:: PROBLEM DESCRIPTION ::
From the entries below, report how many lines contain the string "thumb". Only the number is wanted.

:: DATASET RECORDS ::

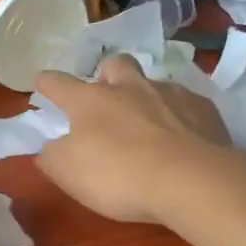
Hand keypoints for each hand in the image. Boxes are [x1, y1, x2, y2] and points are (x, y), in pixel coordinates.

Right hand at [33, 55, 235, 224]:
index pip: (59, 83)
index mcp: (90, 100)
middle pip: (115, 65)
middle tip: (107, 97)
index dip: (47, 83)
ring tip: (148, 123)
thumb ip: (52, 156)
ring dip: (145, 97)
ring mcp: (170, 94)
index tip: (41, 81)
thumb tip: (49, 147)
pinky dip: (179, 117)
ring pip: (153, 83)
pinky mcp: (204, 109)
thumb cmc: (119, 175)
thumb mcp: (69, 173)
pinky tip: (182, 138)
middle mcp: (130, 87)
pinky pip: (186, 105)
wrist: (191, 180)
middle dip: (107, 75)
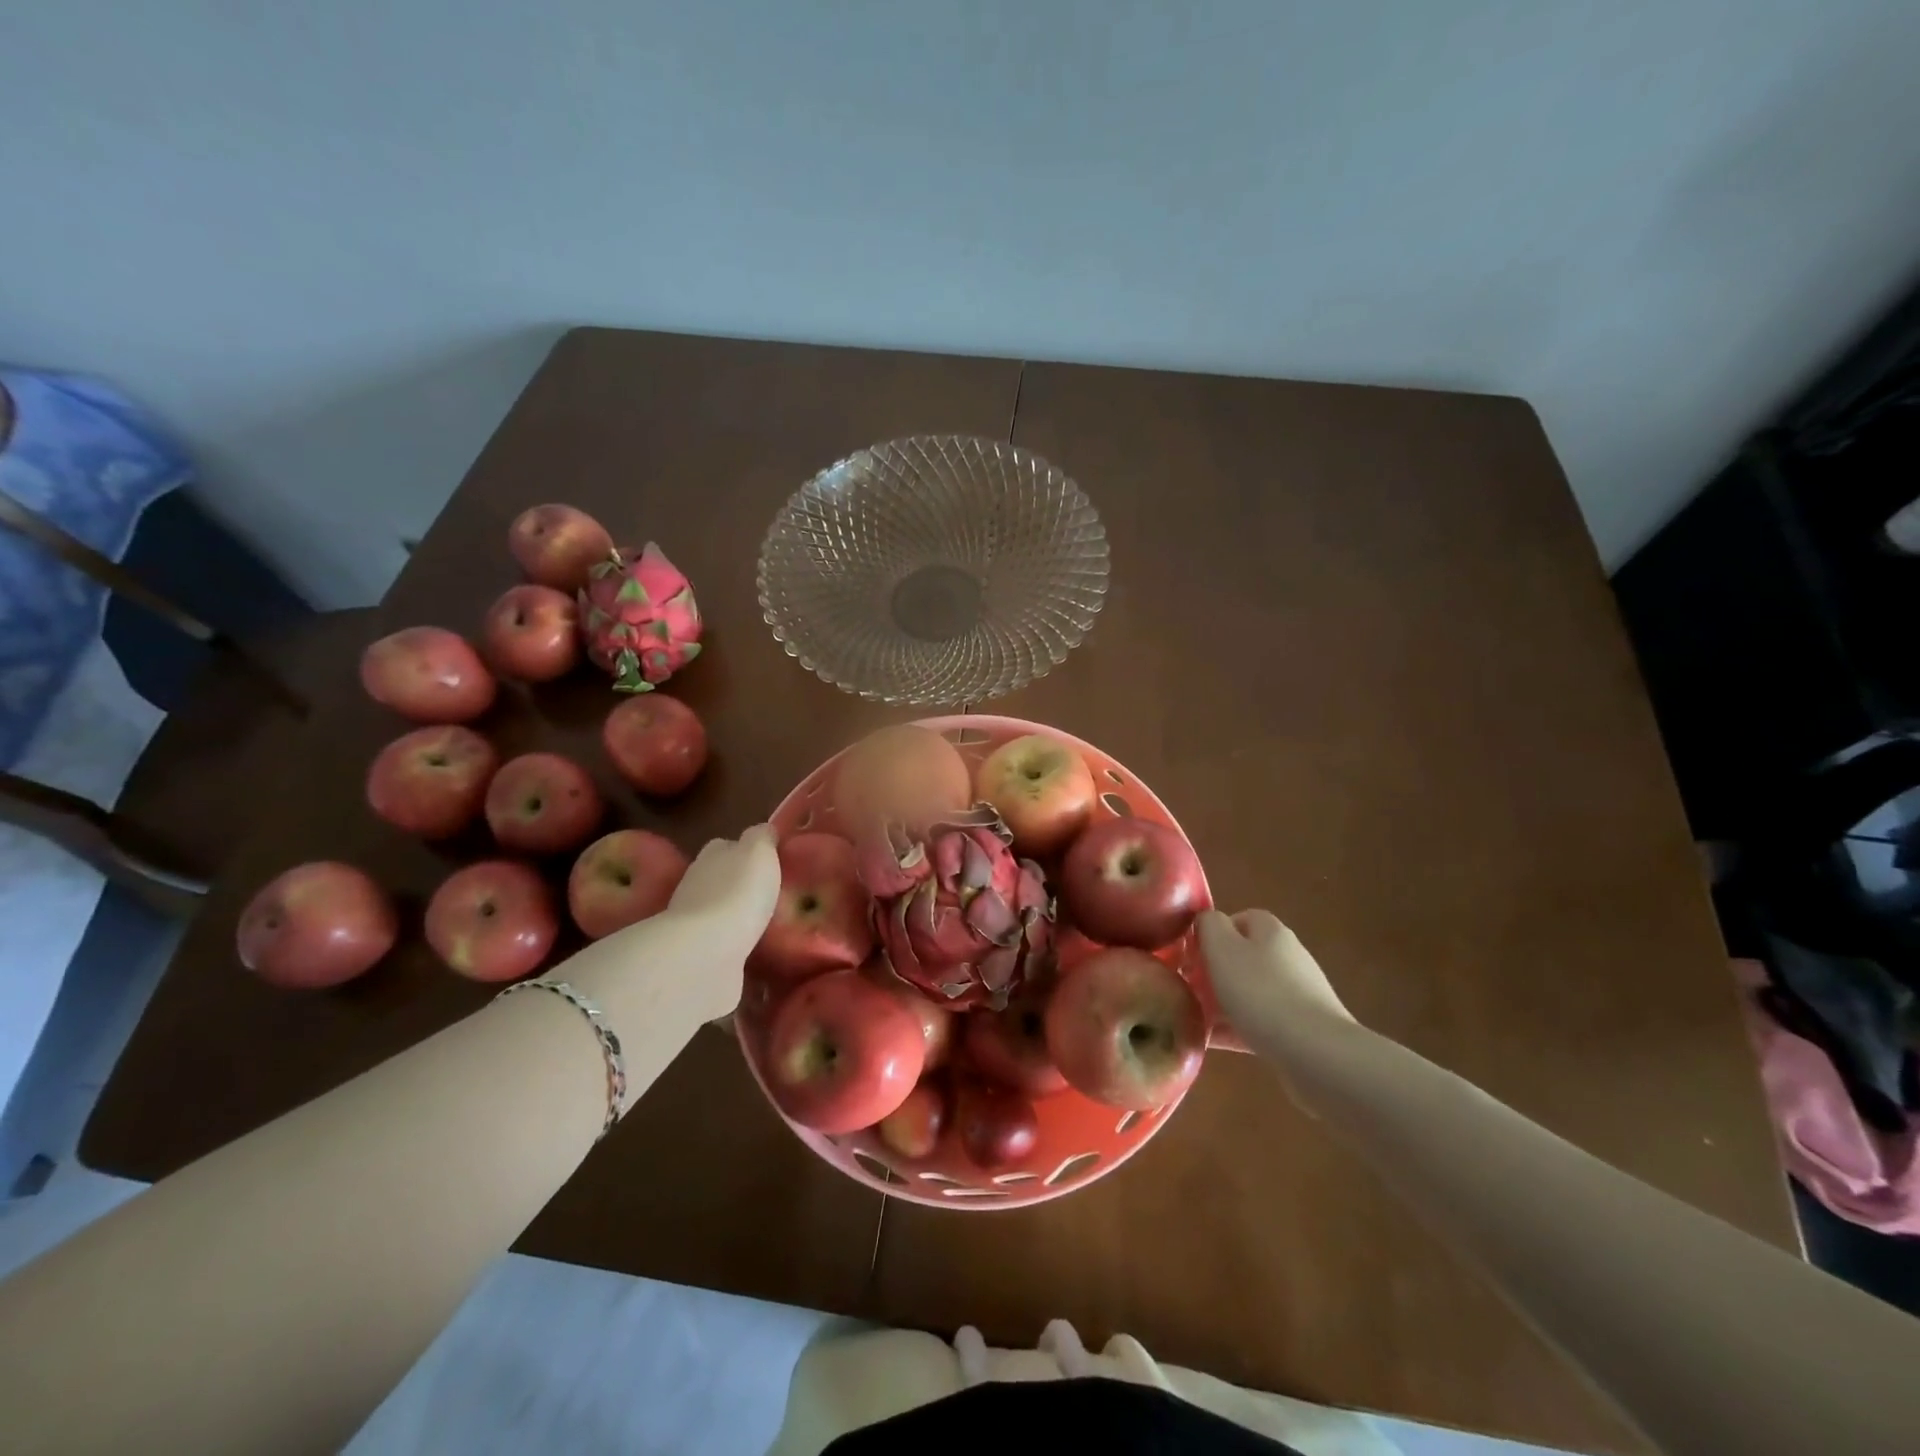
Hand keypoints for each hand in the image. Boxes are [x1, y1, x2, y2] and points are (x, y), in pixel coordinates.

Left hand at [658, 824, 780, 1016]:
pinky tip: (750, 950)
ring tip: (763, 924)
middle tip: (769, 894)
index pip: (727, 845)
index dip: (746, 850)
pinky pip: (719, 945)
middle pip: (720, 878)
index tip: (769, 861)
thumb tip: (764, 831)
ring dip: (734, 916)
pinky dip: (731, 945)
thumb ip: (762, 837)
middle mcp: (696, 884)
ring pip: (718, 912)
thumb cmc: (738, 892)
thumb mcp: (759, 851)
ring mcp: (693, 923)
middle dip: (739, 884)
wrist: (706, 953)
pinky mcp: (697, 956)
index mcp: (712, 855)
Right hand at [1196, 910, 1354, 1055]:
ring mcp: (1299, 994)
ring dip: (1223, 1002)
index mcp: (1271, 932)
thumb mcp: (1222, 948)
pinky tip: (1214, 1042)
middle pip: (1243, 956)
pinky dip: (1237, 1028)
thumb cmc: (1261, 992)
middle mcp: (1288, 956)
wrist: (1317, 1053)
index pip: (1238, 918)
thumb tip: (1205, 921)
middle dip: (1215, 971)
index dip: (1212, 932)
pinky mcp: (1304, 1029)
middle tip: (1188, 987)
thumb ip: (1208, 925)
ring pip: (1251, 991)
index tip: (1191, 954)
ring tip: (1195, 1018)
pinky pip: (1261, 1022)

:: RESULT OF THE EXERCISE ::
12